**Work item:**
Copy every line of the records that includes the word "nodes".

(Collected data)
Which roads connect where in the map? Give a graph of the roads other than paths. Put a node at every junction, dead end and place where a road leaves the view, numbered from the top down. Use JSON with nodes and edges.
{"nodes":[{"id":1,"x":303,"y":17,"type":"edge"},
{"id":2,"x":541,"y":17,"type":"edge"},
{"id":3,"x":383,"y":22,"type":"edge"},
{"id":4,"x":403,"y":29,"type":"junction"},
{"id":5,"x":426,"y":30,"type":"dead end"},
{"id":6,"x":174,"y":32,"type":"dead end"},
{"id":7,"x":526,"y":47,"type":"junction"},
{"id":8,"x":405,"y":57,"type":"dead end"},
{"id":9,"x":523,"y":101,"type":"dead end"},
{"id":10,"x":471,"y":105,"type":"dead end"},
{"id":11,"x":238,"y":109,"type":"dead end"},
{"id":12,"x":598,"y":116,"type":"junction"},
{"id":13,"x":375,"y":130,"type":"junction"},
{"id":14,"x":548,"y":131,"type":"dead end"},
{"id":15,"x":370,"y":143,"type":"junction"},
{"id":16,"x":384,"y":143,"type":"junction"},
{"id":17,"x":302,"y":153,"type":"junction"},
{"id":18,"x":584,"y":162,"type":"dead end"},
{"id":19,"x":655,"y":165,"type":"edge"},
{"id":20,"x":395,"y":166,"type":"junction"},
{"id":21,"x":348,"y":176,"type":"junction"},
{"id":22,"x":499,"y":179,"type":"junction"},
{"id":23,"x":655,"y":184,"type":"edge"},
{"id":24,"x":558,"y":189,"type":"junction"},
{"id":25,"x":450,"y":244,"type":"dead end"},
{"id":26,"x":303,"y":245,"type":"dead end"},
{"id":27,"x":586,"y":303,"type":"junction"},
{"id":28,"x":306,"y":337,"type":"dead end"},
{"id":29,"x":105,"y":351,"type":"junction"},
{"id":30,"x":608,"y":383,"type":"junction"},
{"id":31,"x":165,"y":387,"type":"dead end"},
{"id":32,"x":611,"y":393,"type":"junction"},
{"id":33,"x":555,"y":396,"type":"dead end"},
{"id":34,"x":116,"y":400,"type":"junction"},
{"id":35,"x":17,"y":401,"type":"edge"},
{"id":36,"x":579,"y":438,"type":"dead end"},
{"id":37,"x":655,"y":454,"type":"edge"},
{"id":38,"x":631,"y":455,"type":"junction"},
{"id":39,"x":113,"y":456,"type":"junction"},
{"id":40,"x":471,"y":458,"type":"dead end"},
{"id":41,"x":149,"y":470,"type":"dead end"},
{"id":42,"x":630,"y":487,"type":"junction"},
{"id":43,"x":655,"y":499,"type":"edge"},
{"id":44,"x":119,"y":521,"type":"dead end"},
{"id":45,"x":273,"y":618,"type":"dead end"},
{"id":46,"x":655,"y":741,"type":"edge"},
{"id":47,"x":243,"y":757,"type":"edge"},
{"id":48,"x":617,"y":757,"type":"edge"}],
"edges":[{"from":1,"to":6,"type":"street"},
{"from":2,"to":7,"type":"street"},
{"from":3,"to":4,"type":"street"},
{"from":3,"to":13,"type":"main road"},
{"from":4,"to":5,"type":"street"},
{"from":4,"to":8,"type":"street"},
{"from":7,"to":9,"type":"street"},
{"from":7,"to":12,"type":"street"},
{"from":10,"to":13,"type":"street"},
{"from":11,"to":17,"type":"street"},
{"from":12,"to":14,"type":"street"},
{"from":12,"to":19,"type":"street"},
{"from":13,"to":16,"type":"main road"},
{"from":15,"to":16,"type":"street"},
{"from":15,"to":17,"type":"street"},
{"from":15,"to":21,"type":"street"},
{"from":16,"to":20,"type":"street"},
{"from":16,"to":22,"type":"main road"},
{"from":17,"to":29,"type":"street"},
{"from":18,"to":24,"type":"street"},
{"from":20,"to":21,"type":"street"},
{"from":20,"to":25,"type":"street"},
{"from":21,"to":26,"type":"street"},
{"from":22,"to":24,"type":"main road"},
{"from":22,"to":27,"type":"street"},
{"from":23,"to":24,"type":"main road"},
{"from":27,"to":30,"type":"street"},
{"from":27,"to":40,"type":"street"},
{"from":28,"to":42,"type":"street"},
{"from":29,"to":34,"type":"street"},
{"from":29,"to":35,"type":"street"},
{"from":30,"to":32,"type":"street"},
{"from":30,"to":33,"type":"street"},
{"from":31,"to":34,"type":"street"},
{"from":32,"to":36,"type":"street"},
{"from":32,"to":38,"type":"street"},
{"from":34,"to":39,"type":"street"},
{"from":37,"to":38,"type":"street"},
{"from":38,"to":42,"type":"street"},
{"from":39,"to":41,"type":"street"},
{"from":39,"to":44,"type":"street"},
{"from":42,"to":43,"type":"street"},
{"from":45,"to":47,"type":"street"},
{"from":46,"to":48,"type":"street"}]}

**Exercise response:**
Which roads connect where in the map? Give a graph of the roads other than paths. Put a node at every junction, dead end and place where a road leaves the view, numbered from the top down. Use JSON with nodes and edges.
{"nodes":[{"id":1,"x":303,"y":17,"type":"edge"},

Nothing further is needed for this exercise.